HarvestPlus has previously done this by focusing on staple food crops consumed by most of the world’s poor living in Africa, Asia and Latin America. The target crops in Africa are beans with iron, cassava with vitamin A, maize with vitamin A and sweet potato with vitamin A.

Apart from being rich in nutrients, the vitamin A rich sweet potatoes are also instrumental in generating funds for the rural women. The orange-fleshed sweet potato is drought and disease-resistant.

Farmers used to be cheated by middle-men. Sweet potato prices had drastically dropped due to a sweet potatoes glut in the market. The only solution to help farmers earn more was by adding value to the sweet potatoes. Today, sweet potato farmers can earn up to sh150,000-sh200,000 from a bag of the improved sweet potatoes.

One can add value to the sweet potatoes by making sweet potato powder that is used to bake biscuits, bread, cakes, cookies and sweet potato porridge. They also produce sweet potato juice and sweet potato flour which is used to make chapatti.

Why breed for nutrition?

In Uganda, many people are malnourished and are at risk of disease, blindnes, stunted growth and other illness due to malnutrition. Hunger and poverty in Uganda are closely linked.

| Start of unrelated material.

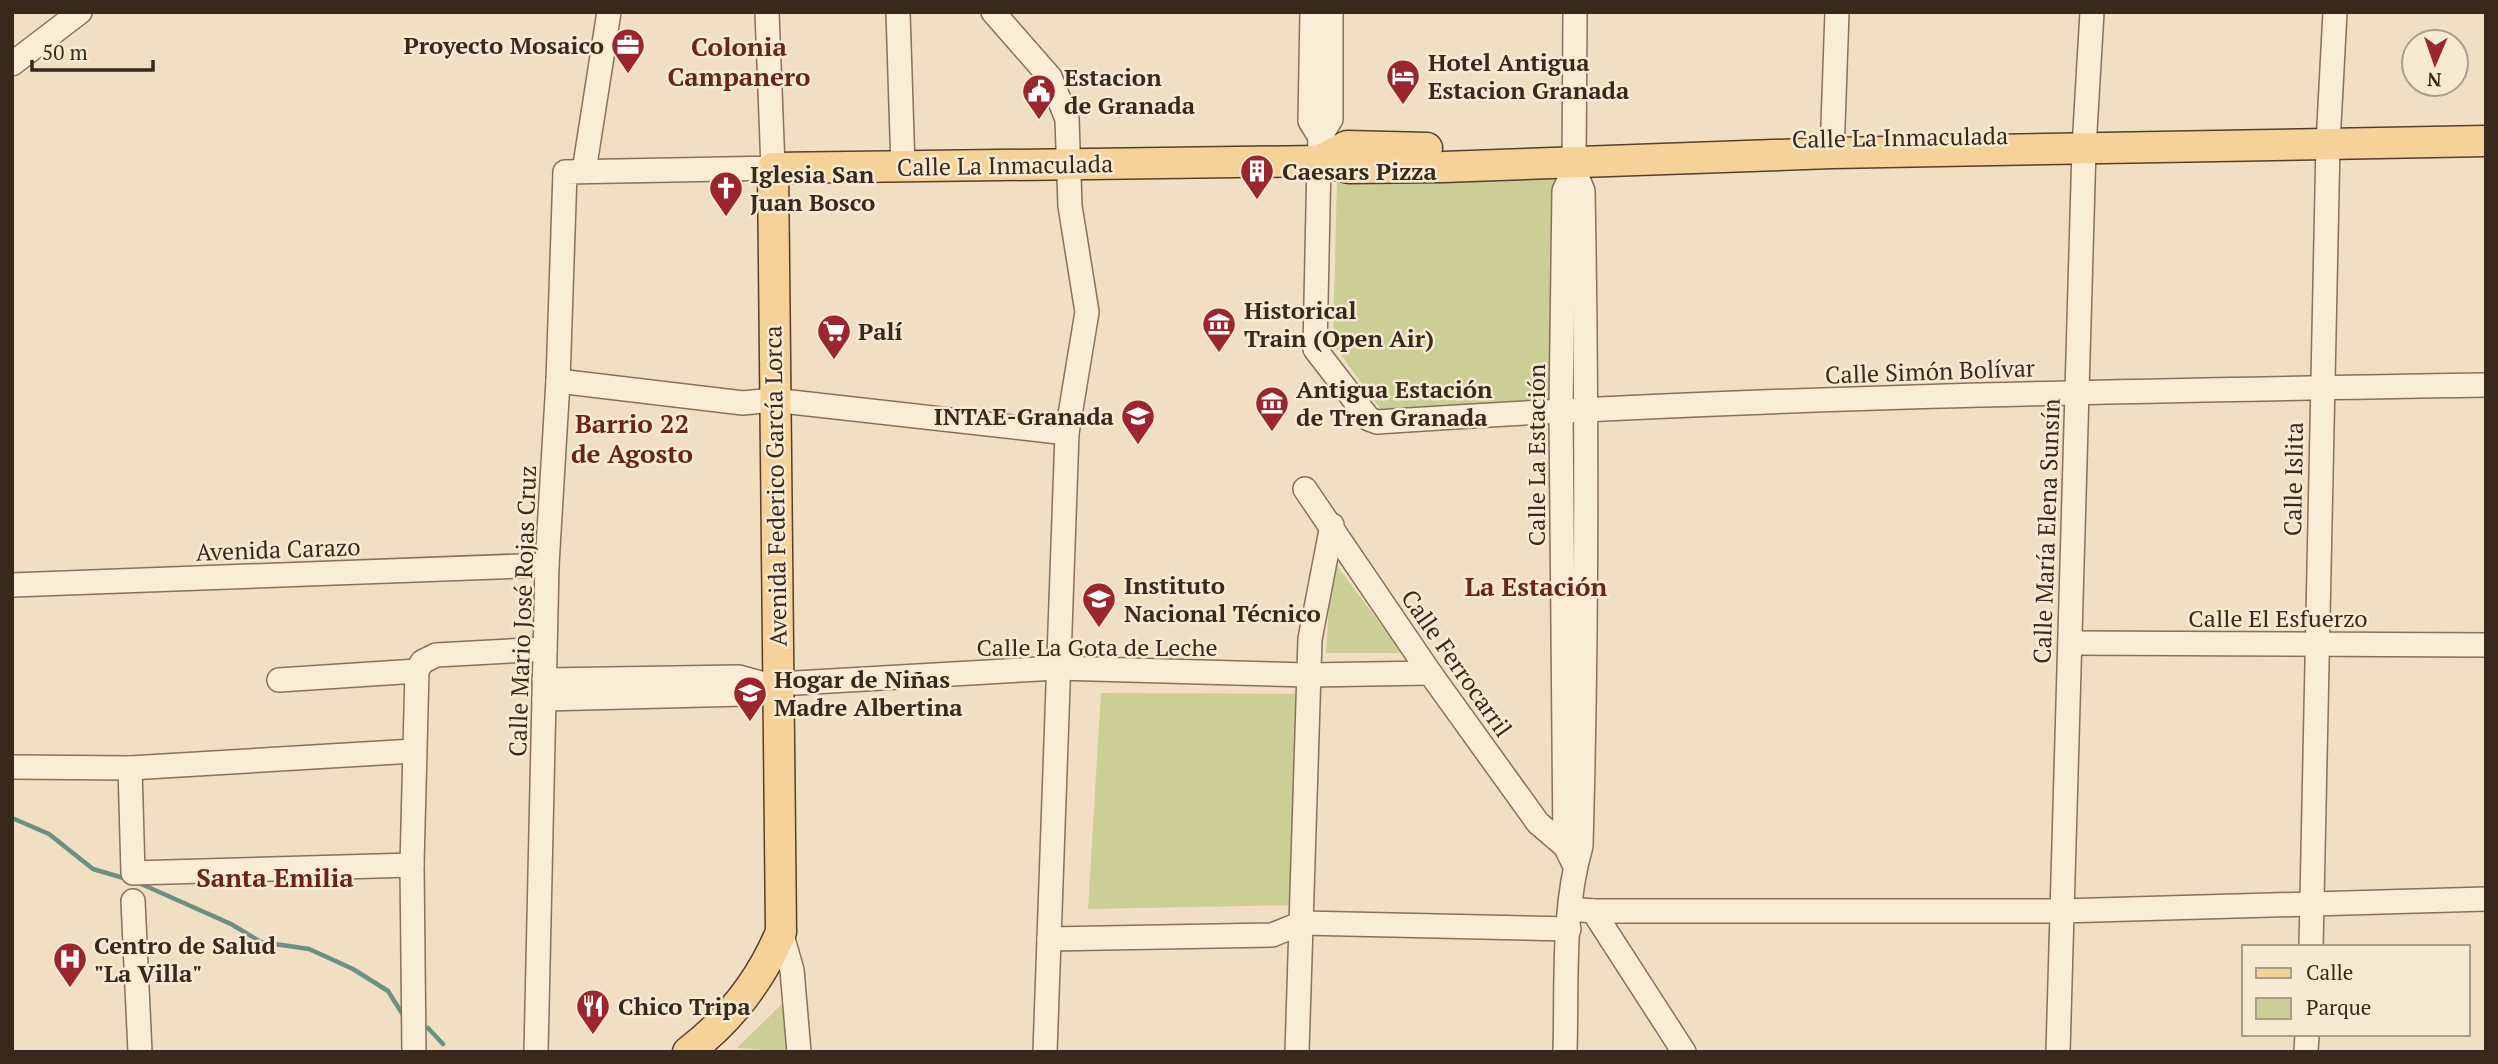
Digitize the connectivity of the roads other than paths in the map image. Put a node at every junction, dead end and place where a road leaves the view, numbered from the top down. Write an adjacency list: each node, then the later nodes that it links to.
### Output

According to recent statistics, at least 15% of Uganda’s population (eight million) is hungry, while over 65% live on less than a dollar a day.

Most poor Ugandans rely on diets consisting largely of micronutrient-poor staple foods.

HarvestPlus sought to improve nutrition by breeding new varieties of staple food crops that are rich in missing critical micronutrients such as vitamin A, zinc and iron.

Lack of vitamin A impairs growth among children and increases the risk of childhood infections such as diarrhoea.

It can also lead to eye damage and cause blindness. Lack of zinc leads to increased risk to diseases such as pneumonia and stunting among children.

Lack of iron leads to anaemia, especially among pregnant women. Severe anaemia increases the risk of mortality in women during childbirth.

The current efforts to combat micro-nutrient malnutrition in the developing world focuses on providing vitamin and mineral-rich supplements for pregnant women and young children with fortifying foods through post-harvest processing.

Bio-fortification is a new development in agriculture and a tool for improving human health.

The introduction of bio-fortified crops will complement existing nutrition interventions and provide a sustainable and low cost way of reaching people with poor access to formal markets or health care systems.